What I’m getting at, as well, is that I don’t think there is — for me — a false dichotomy between page and stage. For my work, the dichotomy is very necessary, very real. I’m sure it is different for other poets but, for me, I can’t write for the stage. That’s not where my head is when I’m writing a poem. Often, I’m writing to myself or to a loved one, I’m writing to a small worry, a tiny sense of an idea. If I wrote specifically for the stage, with an actual audience in mind, I would totally blow things up and in doing so would drift to the polemical, the comedic, the prosaic and didactic.

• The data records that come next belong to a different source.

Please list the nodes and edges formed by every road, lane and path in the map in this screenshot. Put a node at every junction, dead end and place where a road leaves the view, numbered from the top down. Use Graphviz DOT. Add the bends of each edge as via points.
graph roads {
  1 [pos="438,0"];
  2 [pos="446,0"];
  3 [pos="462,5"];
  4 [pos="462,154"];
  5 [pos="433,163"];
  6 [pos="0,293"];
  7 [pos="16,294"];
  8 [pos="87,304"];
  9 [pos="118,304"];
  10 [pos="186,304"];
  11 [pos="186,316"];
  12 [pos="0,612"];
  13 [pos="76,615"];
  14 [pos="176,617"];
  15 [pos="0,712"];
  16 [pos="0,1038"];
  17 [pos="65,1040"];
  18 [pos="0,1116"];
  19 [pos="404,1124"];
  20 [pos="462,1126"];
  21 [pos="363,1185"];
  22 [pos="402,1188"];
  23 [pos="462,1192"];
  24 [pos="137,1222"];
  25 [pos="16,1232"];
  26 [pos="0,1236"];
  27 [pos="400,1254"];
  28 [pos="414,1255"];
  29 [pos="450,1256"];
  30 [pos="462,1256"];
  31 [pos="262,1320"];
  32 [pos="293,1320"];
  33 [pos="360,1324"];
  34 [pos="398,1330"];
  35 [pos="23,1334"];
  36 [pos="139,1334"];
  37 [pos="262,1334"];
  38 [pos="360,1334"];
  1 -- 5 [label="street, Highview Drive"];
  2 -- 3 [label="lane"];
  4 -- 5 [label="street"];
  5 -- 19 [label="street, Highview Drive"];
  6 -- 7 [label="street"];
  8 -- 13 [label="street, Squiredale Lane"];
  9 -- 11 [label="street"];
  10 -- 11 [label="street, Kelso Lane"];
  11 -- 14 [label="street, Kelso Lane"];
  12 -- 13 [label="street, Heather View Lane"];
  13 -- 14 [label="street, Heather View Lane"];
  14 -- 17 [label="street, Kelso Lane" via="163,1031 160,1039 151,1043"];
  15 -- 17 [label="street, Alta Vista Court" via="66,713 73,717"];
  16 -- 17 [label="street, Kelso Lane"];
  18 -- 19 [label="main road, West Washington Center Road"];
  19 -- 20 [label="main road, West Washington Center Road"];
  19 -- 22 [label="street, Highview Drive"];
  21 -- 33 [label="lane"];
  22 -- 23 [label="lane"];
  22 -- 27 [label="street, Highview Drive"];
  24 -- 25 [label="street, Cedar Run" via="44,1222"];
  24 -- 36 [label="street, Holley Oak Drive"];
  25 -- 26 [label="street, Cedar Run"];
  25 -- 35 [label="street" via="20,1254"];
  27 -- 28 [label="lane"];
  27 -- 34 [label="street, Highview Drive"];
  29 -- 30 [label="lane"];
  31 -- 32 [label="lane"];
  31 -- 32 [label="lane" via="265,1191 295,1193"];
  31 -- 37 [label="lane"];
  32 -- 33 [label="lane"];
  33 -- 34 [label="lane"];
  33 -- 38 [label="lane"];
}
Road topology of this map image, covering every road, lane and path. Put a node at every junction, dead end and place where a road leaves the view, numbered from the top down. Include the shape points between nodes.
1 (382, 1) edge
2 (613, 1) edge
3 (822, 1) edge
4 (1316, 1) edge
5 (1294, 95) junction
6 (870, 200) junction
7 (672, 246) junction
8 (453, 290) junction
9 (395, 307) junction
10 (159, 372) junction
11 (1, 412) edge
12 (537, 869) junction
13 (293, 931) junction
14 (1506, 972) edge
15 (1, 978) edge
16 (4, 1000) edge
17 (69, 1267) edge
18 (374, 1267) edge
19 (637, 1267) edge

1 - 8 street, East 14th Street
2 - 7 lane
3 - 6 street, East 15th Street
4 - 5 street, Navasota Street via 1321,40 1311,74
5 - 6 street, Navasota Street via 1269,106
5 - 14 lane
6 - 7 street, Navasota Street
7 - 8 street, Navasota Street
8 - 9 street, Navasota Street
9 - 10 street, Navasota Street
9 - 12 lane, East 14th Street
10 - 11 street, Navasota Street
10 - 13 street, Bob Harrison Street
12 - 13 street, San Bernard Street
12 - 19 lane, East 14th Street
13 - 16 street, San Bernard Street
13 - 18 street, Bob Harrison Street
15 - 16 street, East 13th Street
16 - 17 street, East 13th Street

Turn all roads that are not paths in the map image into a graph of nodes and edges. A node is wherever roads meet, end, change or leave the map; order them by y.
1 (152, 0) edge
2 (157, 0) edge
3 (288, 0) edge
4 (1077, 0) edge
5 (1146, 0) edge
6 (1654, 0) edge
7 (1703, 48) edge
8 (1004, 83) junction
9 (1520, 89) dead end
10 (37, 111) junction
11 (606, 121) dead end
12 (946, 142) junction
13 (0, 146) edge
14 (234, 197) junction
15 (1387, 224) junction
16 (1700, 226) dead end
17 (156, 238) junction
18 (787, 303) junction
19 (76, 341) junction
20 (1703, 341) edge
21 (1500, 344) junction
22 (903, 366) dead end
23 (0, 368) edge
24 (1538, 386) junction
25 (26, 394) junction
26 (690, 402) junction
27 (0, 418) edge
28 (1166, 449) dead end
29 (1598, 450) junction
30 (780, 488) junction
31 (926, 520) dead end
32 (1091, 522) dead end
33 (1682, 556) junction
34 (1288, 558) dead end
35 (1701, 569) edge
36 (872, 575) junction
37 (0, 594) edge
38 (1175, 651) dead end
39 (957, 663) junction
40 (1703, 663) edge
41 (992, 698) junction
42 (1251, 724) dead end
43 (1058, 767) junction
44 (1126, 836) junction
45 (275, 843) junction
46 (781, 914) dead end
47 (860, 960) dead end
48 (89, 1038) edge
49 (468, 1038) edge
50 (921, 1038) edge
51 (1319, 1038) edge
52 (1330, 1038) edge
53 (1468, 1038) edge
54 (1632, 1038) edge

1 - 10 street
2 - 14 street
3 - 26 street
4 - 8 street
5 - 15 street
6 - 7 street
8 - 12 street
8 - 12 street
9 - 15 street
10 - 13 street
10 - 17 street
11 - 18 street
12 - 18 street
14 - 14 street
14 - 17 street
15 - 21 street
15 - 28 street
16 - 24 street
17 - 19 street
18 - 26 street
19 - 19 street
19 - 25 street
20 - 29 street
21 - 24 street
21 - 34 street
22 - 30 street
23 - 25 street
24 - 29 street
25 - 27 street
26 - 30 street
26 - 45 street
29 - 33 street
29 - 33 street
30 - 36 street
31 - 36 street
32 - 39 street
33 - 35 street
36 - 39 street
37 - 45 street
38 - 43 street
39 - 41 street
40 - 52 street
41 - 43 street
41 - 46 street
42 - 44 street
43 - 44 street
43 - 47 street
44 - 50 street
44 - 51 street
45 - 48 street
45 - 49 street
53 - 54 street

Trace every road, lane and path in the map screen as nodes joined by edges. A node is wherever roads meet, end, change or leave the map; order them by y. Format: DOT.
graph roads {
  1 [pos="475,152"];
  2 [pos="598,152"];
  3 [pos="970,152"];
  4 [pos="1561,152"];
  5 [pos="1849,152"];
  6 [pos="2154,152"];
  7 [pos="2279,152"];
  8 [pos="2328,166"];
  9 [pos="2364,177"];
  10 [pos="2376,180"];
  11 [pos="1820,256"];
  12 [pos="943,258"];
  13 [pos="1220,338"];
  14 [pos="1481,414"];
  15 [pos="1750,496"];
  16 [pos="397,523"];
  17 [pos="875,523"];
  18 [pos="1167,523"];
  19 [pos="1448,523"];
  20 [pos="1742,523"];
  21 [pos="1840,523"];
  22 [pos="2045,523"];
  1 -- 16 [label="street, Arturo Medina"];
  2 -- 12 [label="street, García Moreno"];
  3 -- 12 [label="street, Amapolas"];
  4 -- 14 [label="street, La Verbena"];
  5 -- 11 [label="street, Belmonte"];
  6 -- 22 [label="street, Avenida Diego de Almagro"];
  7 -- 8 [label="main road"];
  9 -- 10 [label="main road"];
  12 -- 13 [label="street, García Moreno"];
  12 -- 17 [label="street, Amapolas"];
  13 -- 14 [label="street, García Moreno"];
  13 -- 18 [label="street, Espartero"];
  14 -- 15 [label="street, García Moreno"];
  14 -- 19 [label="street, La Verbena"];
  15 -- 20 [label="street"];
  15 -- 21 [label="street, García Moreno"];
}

On an actual stage I prefer to be with a musician or musicians who are better than me, otherwise I end up making stupid jokes and trying to entertain. When I write a poem, I’m not trying to entertain, I’m trying to be honest. My compulsion to entertain at a ‘stage’ reading would lead me to write entertainment — not honest poems, not art.
Is there a connecting thread running between the seven ‘Untitled’ poems in ‘The Good Dark’? Any reason you’ve ‘falsely’ attributed the final epigraph (“It was a dark and stormy night”) to Snoopy, rather than Bulwer-Lytton? (I’ve thought for a long time that “It was a dark and stormy night” isn’t that bad as an opening sentence, so perhaps its appearance here is the start of a long-overdue redemption…)
I’m glad you asked that question because I’ve often wondered about that myself and I wanted people to wonder about them too. The simple absence of titles for all of them was important to me because they all, I think, deal with feelings of absence and loss, and move the collection forward in their own way. I think that binds them together but I’m reluctant to say more than that and cut off meaning and resonances for other readers.
As for the false attribution — I did consider citing Bulwer-Lytton for a time and I just couldn’t do it. I wanted the image of Snoopy, and the comics pages, and the smell of newsprint, and nostalgia there from the very beginning of that poem and I couldn’t do that any other way. And, of course, citing Snoopy (rather than Schulz even) makes light of the portentous which — in some way — the book is trying to do.
That said, I can remember learning that line was considered the worst in literature only a few years ago, probably around the time when I wrote the poem. I probably was surprised because I didn’t think it was that bad a line, though I can totally understand why people agree that it is. That poem, I suppose, started with me just trying to make the line work, to see if there was a context where it could work and it opened up this huge can of worms which is the final poem.